New York's Cooperative and Condominium Community
V - "Selling" the flip tax to greedy, apathetic or uncaring Shs is no easy job. A few ideas. Tell them:
- Flip tax proceeds can enable you to do a key project more quickly (any maybe at lower cost) than if you have to delay it until you have adequate funds for it.
- Flip tax proceeds for projects you'll have to do in, say, 3 to 5 years can be invested and accrue additional money in interest or dividends.
- All Shs can benefit from a flip tax because improvements can be made that will enhance bldg value and make it a more desirable property which can help Shs get a higher price for their apts when they do sell.
- Along with notes in annual financial statements, the coop will inform Shs periodically on how flip tax proceeds are being used to improve the property and how this helps them.
- Flip tax reduces capital gains they'll pay on their sale profit. (I know bldgs that push this idea and I'm not sure if/how it works, so check it with your coop accountants!)
Don't try to win over Shs who may sell in a year. All they see is a flip tax cutting into their profit. Don't try to sell the idea in one meeting or memo. Keep a flow of info going. BTW, you don't necessarily have to get it voted in at one meeting. A Prop Lease can be amended with Sh written approval over a period of time (30 or 45 days), but don't make it too long or you'll lose Sh interest and momentum.
If it works for you, tell Shs in a letter what improvements cost since 2000 and what flip tax proceeds since 2000 would have brought in. They should be for capital projects, not paying bills, but here's another way to make your point. Do a little calculating and tell Shs what proceeds on sales in the last, say, 5 years could have paid for, for ex:
- 55% of the elevator upgrade, or
- 100% of whatever, or
- 80% of the coop's annual NYC taxes, or
- The super's salary for two years
In most bldgs, the seller pays the flip tax but a seller can stipulate in a sale contract that the buyer would pay the flip tax. Then the coop works this out with the seller so that the flip tax money goes to the coop and the seller doesn't just pocket it.
Also, you can have "a variable impact flip tax" for more fairness to some Shs. Business Corp Law (BCL) permits this.(I saw this in The Cooperator.) Your flip tax, for ex, can be a % of the sale price as long as that price is more than what the seller originally paid. Or a seller who makes no profit on his sale can pay a lower flip tax amount. But terms like this must be spelled out in the language of the amendment that incorporates a flip tax into the Prop Lease.
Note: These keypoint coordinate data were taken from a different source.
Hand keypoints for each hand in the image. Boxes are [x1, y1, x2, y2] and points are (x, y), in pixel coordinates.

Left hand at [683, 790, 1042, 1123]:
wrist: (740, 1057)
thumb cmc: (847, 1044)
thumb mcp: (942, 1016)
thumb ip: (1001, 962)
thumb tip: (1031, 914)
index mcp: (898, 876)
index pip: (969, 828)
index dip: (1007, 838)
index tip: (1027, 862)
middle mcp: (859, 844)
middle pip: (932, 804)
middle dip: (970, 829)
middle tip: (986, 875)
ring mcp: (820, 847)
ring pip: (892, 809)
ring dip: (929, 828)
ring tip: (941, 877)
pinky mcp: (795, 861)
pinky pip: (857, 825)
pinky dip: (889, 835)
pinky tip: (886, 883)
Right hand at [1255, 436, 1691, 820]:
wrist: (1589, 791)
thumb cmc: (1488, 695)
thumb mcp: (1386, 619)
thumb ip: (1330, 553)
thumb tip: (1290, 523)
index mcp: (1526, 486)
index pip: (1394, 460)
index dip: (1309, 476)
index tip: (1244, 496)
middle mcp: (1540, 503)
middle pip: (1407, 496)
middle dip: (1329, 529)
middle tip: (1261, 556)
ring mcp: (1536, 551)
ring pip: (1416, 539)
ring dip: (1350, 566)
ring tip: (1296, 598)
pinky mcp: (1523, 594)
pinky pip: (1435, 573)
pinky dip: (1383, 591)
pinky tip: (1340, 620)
But the more fair you try to be to some, the more unfair it seems/is to others. Per the BCL, a coop must treat all Shs fairly and equally. Fairness has a way of working itself into knots, and the more disparity or accomodation Shs see the more resistance or complaints you may get. It's touchy.
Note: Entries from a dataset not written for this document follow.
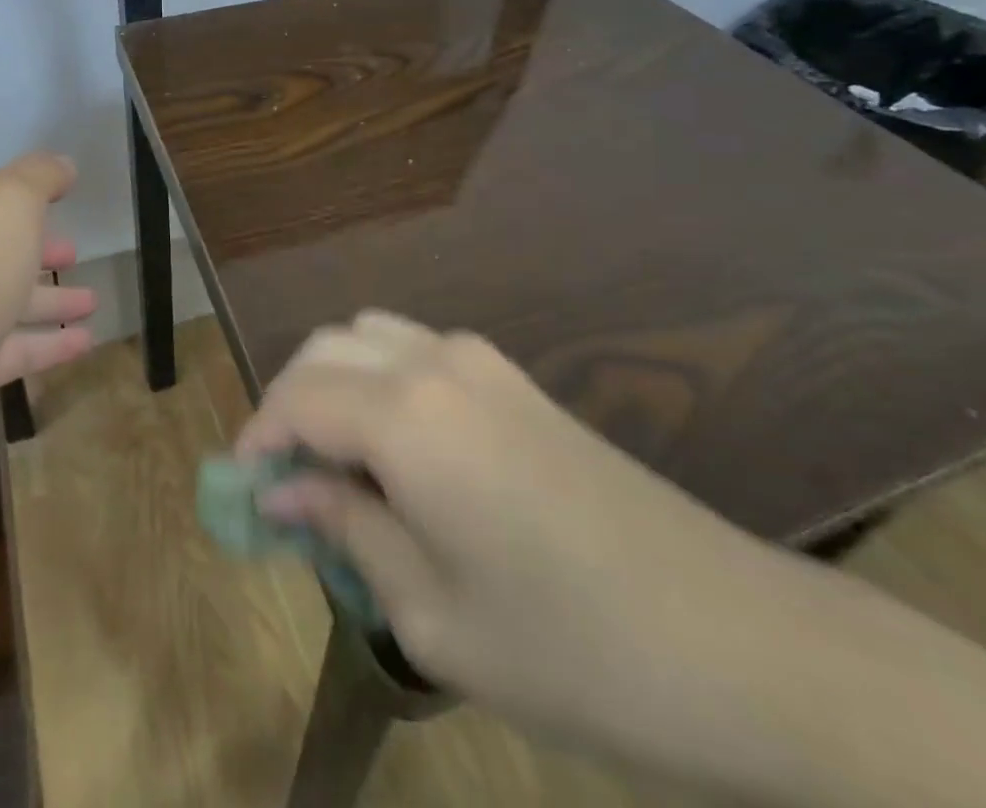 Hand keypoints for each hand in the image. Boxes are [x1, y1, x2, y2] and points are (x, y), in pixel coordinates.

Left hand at [0, 151, 96, 495]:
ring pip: (9, 304)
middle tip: (80, 255)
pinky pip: (12, 354)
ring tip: (95, 303)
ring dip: (50, 301)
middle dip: (40, 251)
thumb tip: (62, 164)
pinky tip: (84, 346)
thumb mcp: (7, 205)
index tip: (70, 193)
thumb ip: (38, 178)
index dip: (34, 194)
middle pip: (0, 251)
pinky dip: (47, 347)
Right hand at [237, 311, 771, 751]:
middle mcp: (434, 362)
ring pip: (368, 337)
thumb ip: (344, 531)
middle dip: (287, 404)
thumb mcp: (432, 613)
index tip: (243, 492)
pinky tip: (397, 450)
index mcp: (406, 415)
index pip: (296, 398)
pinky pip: (414, 350)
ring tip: (335, 463)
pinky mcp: (513, 377)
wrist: (742, 643)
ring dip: (332, 384)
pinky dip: (378, 379)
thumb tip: (281, 492)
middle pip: (324, 350)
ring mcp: (480, 361)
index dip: (257, 438)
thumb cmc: (572, 648)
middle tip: (283, 482)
Just a comment on something Anonymous said: "A coop is in the business of habitability." I know what you mean, Anon, but I think a coop is in the business of selling shares in its corporation and working to increase their value. Every corporation has products or services and wants to attract buyers who want to invest in the success of those products or services. A coop's "product" is a residential bldg. How habitable it is (i.e., how acceptable it is to live in it) is a big part of how good that product is. But there's a lot more to it - rules, management, board effectiveness, financial stability, good communication, Sh attitudes and willingness to cooperate and live as peaceably as possible with others - even bldg location, size, staffing, etc. I think a coop's business is value enhancement, in all the fair, legal, responsible, resourceful, and promising ways it can accomplish that. Just my opinion.